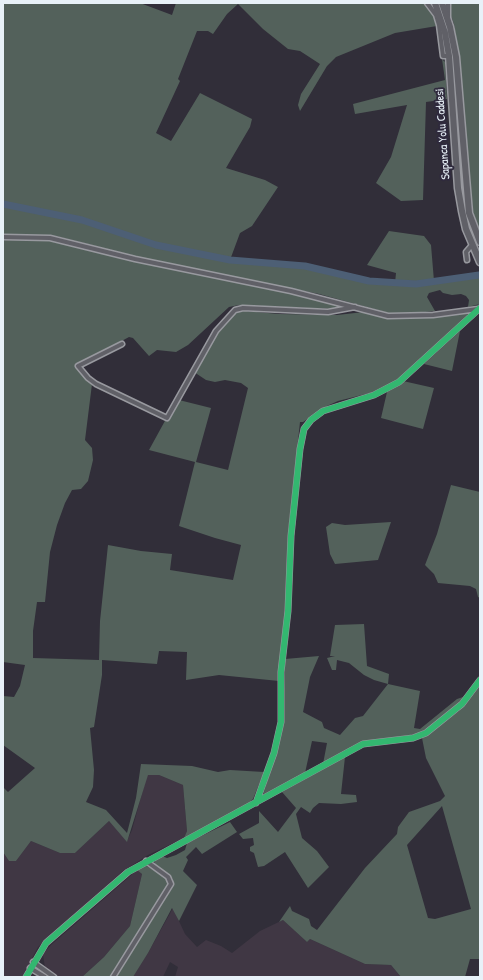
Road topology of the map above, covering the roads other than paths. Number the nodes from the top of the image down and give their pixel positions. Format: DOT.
graph roads {
  1 [pos="427,3"];
  2 [pos="435,3"];
  3 [pos="442,3"];
  4 [pos="448,3"];
  5 [pos="447,17"];
  6 [pos="446,56"];
  7 [pos="3,237"];
  8 [pos="480,242"];
  9 [pos="472,244"];
  10 [pos="467,260"];
  11 [pos="480,262"];
  12 [pos="356,307"];
  13 [pos="479,308"];
  14 [pos="122,344"];
  15 [pos="480,680"];
  16 [pos="256,803"];
  17 [pos="146,861"];
  18 [pos="33,962"];
  19 [pos="30,968"];
  20 [pos="26,977"];
  21 [pos="45,977"];
  22 [pos="54,977"];
  23 [pos="113,977"];
  1 -- 6 [label="street"];
  2 -- 6 [label="highway, Sapanca Yolu Caddesi"];
  3 -- 5 [label="highway, Sapanca Yolu Caddesi"];
  4 -- 5 [label="street"];
  5 -- 8 [label="highway, Sapanca Yolu Caddesi"];
  6 -- 9 [label="highway, Sapanca Yolu Caddesi"];
  7 -- 12 [label="street"];
  9 -- 10 [label="street"];
  9 -- 11 [label="highway, Sapanca Yolu Caddesi"];
  12 -- 13 [label="street"];
  12 -- 14 [label="street"];
  13 -- 16 [label="street"];
  15 -- 16 [label="street"];
  16 -- 17 [label="street"];
  17 -- 18 [label="street"];
  17 -- 23 [label="street"];
  18 -- 19 [label="street"];
  18 -- 22 [label="street"];
  19 -- 20 [label="street"];
  19 -- 21 [label="street"];
}
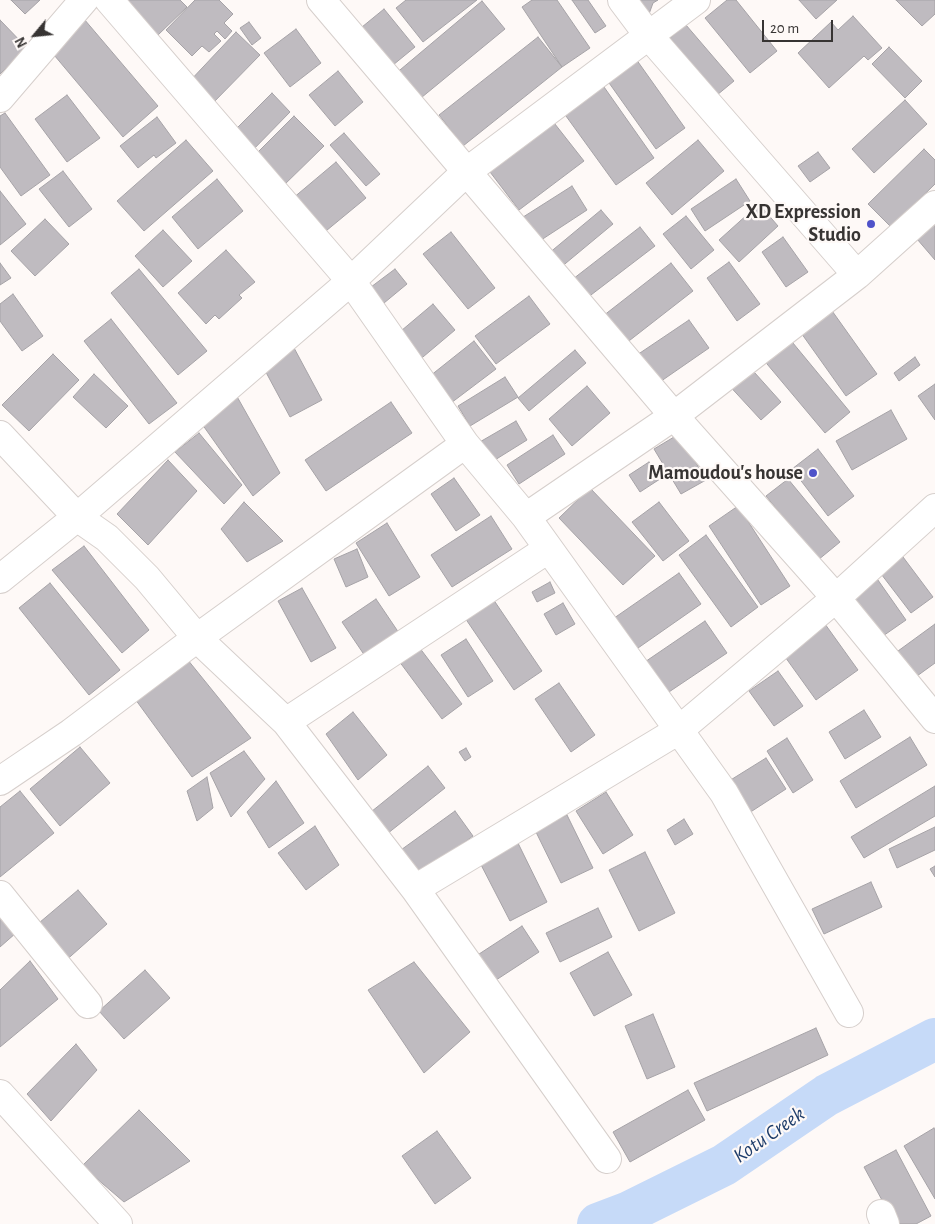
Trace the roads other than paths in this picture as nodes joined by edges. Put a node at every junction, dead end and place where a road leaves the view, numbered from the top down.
1 (84, 0) edge
2 (108, 0) edge
3 (321, 0) edge
4 (622, 0) edge
5 (696, 0) edge
6 (649, 36) junction
7 (0, 98) edge
8 (465, 173) junction
9 (935, 205) edge
10 (858, 275) junction
11 (350, 281) junction
12 (674, 416) junction
13 (0, 435) edge
14 (465, 444) junction
15 (935, 508) edge
16 (526, 517) junction
17 (77, 518) junction
18 (548, 549) junction
19 (0, 579) edge
20 (836, 598) junction
21 (197, 638) junction
22 (935, 719) edge
23 (286, 722) junction
24 (679, 730) junction
25 (0, 781) edge
26 (415, 889) junction
27 (0, 895) edge
28 (88, 1004) dead end
29 (849, 1013) dead end
30 (0, 1094) edge
31 (607, 1159) dead end
32 (118, 1224) edge

1 - 7 street
2 - 11 street
3 - 8 street
4 - 6 street
5 - 6 street
6 - 8 street
6 - 10 street
8 - 11 street
8 - 12 street
9 - 10 street
10 - 12 street
11 - 14 street
11 - 17 street
12 - 16 street
12 - 20 street
13 - 17 street
14 - 16 street
14 - 21 street
15 - 20 street
16 - 18 street
17 - 19 street
17 - 21 street
18 - 23 street
18 - 24 street
20 - 22 street
20 - 24 street
21 - 23 street
21 - 25 street
23 - 26 street
24 - 26 street
24 - 29 street
26 - 31 street
27 - 28 street
30 - 32 street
---
What is needed is an exact copy of the line containing "Trace the roads" and each line after it, through the final line of the entries above.

Trace the roads other than paths in this picture as nodes joined by edges. Put a node at every junction, dead end and place where a road leaves the view, numbered from the top down.
1 (84, 0) edge
2 (108, 0) edge
3 (321, 0) edge
4 (622, 0) edge
5 (696, 0) edge
6 (649, 36) junction
7 (0, 98) edge
8 (465, 173) junction
9 (935, 205) edge
10 (858, 275) junction
11 (350, 281) junction
12 (674, 416) junction
13 (0, 435) edge
14 (465, 444) junction
15 (935, 508) edge
16 (526, 517) junction
17 (77, 518) junction
18 (548, 549) junction
19 (0, 579) edge
20 (836, 598) junction
21 (197, 638) junction
22 (935, 719) edge
23 (286, 722) junction
24 (679, 730) junction
25 (0, 781) edge
26 (415, 889) junction
27 (0, 895) edge
28 (88, 1004) dead end
29 (849, 1013) dead end
30 (0, 1094) edge
31 (607, 1159) dead end
32 (118, 1224) edge

1 - 7 street
2 - 11 street
3 - 8 street
4 - 6 street
5 - 6 street
6 - 8 street
6 - 10 street
8 - 11 street
8 - 12 street
9 - 10 street
10 - 12 street
11 - 14 street
11 - 17 street
12 - 16 street
12 - 20 street
13 - 17 street
14 - 16 street
14 - 21 street
15 - 20 street
16 - 18 street
17 - 19 street
17 - 21 street
18 - 23 street
18 - 24 street
20 - 22 street
20 - 24 street
21 - 23 street
21 - 25 street
23 - 26 street
24 - 26 street
24 - 29 street
26 - 31 street
27 - 28 street
30 - 32 street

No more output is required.